Look, this is the last post I’m writing in 2019 and I’m tired. But I can’t let the year close without taking stock of how well tech stocks did this year. It was bonkers.
So let’s mark the year’s conclusion with some notes for our future selves. Yes, we know that the Nasdaq has been setting new records and SaaS had a good year. But we need to dig in and get the numbers out so that we can look back and remember.
Let’s cap off this year the way it deserves to be remembered, as a kick-ass trip ’round the sun for your local, public technology company.
Keeping score
We’ll start with the indices that we care about:
- The tech-heavy Nasdaq Composite rose 35% in 2019
- The SaaS-heavy Bessemer Cloud Index rose 41% this year
Next, the highest-value U.S.-based technology companies:
- Microsoft was up around 55% in 2019
- Apple managed an 86% gain in the year
- Not be left out, Facebook rose 57%
- Amazon posted its own gain of 23% in 2019
- Alphabet managed to grow by 29%, as well
Now let’s turn to some companies that we care about, even if they are smaller than the Big Five:
- Salesforce? Up 19% this year
- Adobe was up 46% in 2019, which was astounding
- Intel picked up 28% in the year, making it no slouch
- Even Oracle managed to gain 17% in 2019
And so on.
The technology industry’s epic run has been so strong that The Wall Street Journal noted this morning that, powered by tech companies, U.S. stocks “are poised for their best annual performance in six years.” The Journal highlighted the performance of Apple and Microsoft in particular for helping drive the boom. I wonder why.
How long will we live in the neighborhood of Nasdaq 9,000? How long can two tech companies be worth more than $1 trillion at the same time? How long can the biggest tech companies be worth a combined $4.93 trillion (I remember when $3 trillion for the Big Five was news, and I recall when the group reach a collective value of $4 trillion).1
But the worst trade in recent years has been the pessimists’ gambit. No matter what, stocks have kept going up, short-term hiccoughs and other missteps aside.

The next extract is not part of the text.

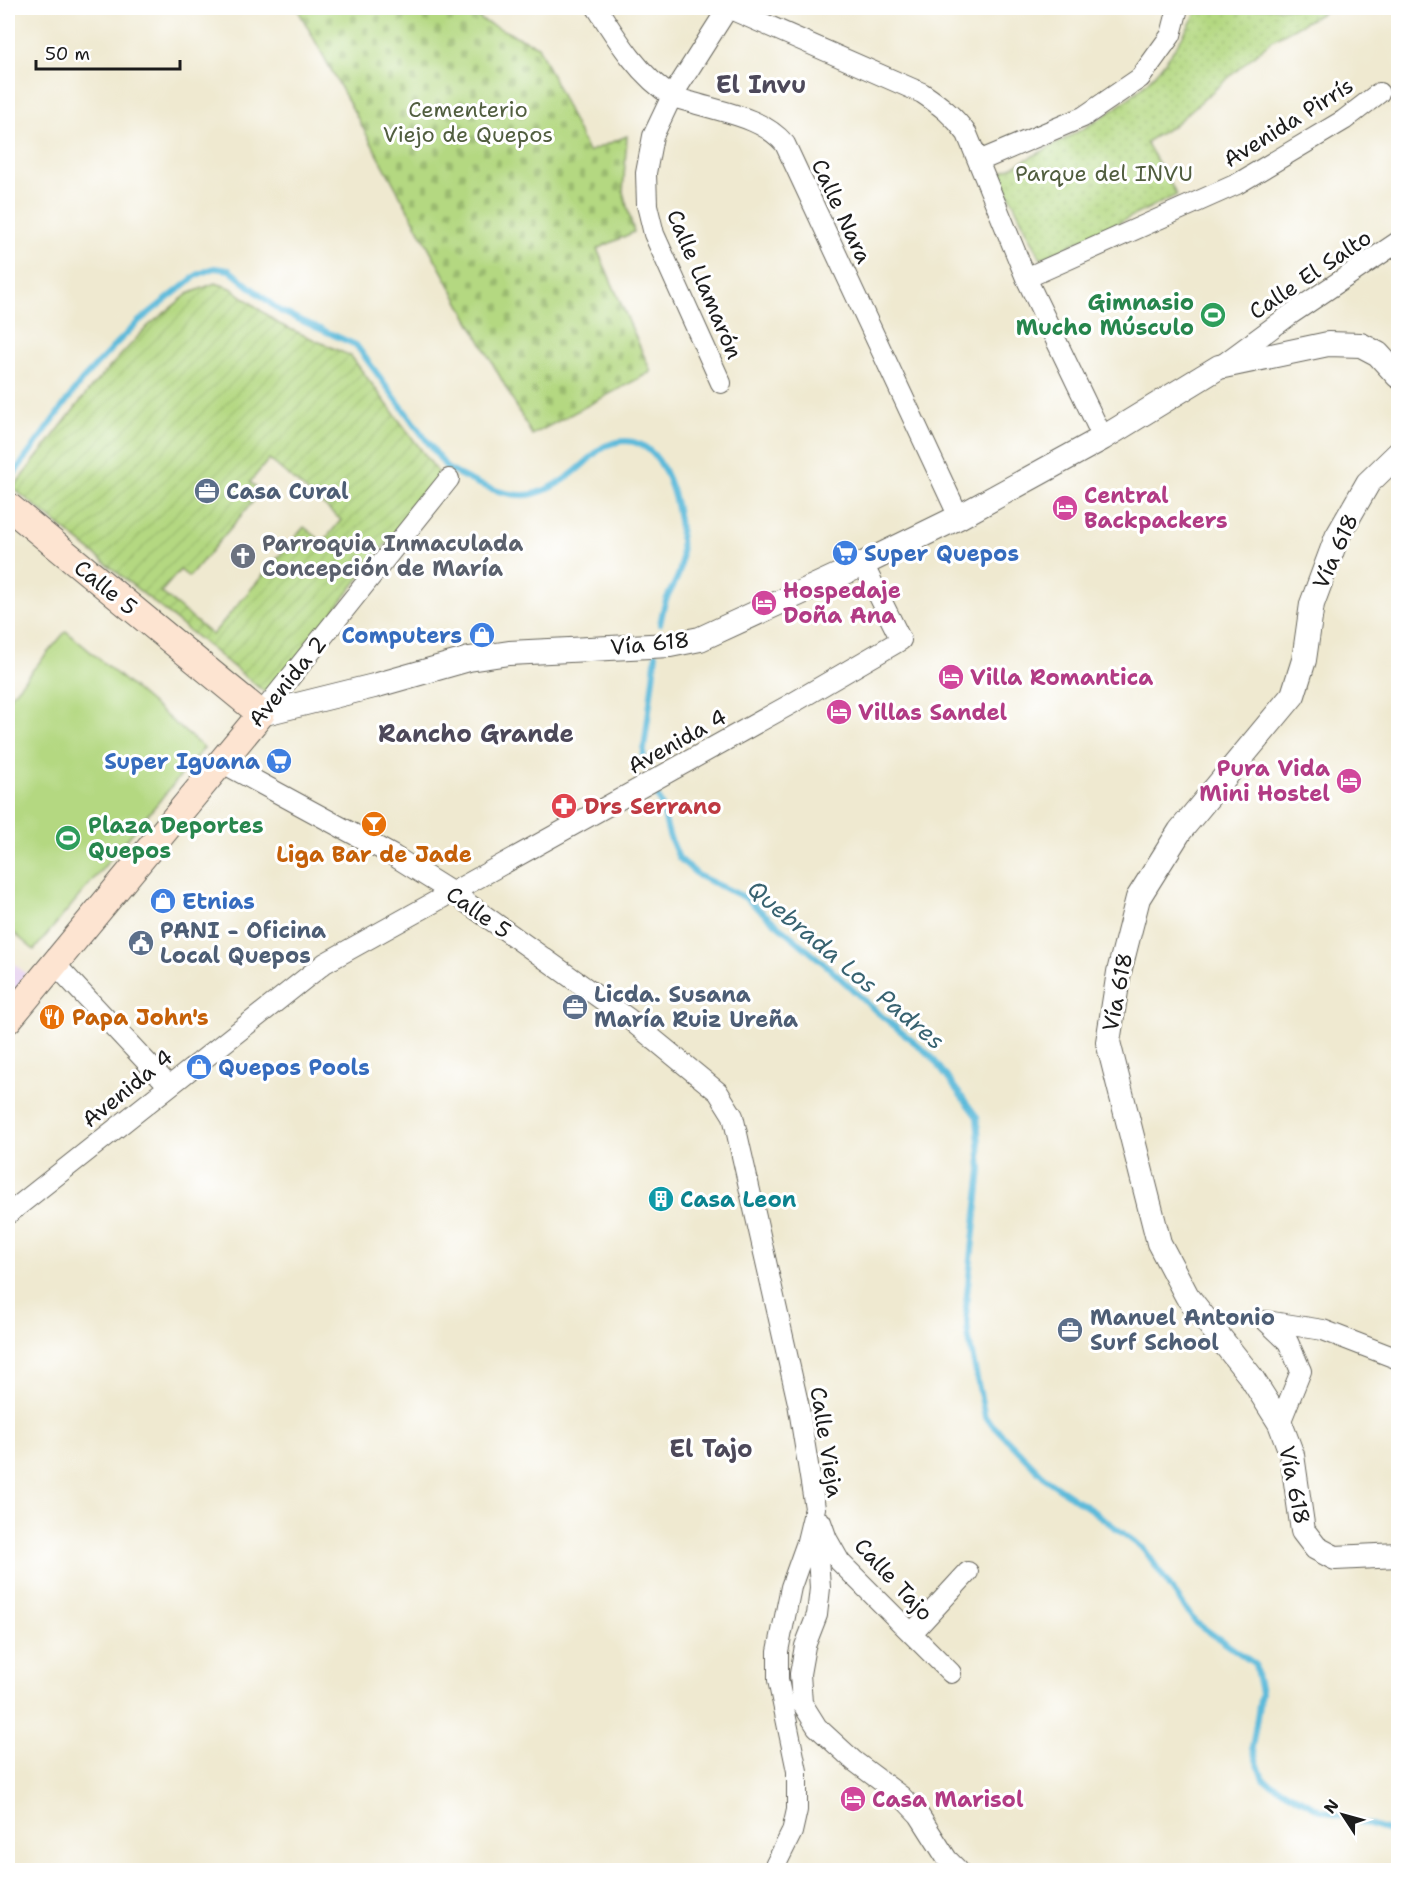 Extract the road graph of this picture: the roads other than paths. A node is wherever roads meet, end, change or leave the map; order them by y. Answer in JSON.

For nearly everyone, that is. While tech stocks in general did very well, some names that we all know did not. Let’s close on those reminders that a rising tide lifts only most boats.
2019 naughty list
Several of the most lackluster public tech companies were 2019 technology IPOs, interestingly enough. Who didn’t do well? Uber earns a spot on the naughty list for not only being underwater from its IPO price, but also from its final private valuations. And as you guessed, Lyft is down from its IPO price as well, which is not good.
Some 2019 IPOs did well in the middle of the year, but fell a little flat as the year came to a close. Pinterest, Beyond Meat and Zoom meet that criteria, for example. And some SaaS companies struggled, even if we think they will reach $1 billion in revenue in time.
But it was mostly a party. The public markets were good, and tech stocks were great. This helped create another 100+ unicorns in the year.
Such was 2019. On to 2020!
- In time, those numbers will look small. But sitting here on December 31, 2019, they appear huge and towering and, it must be said, somewhat perilously stacked.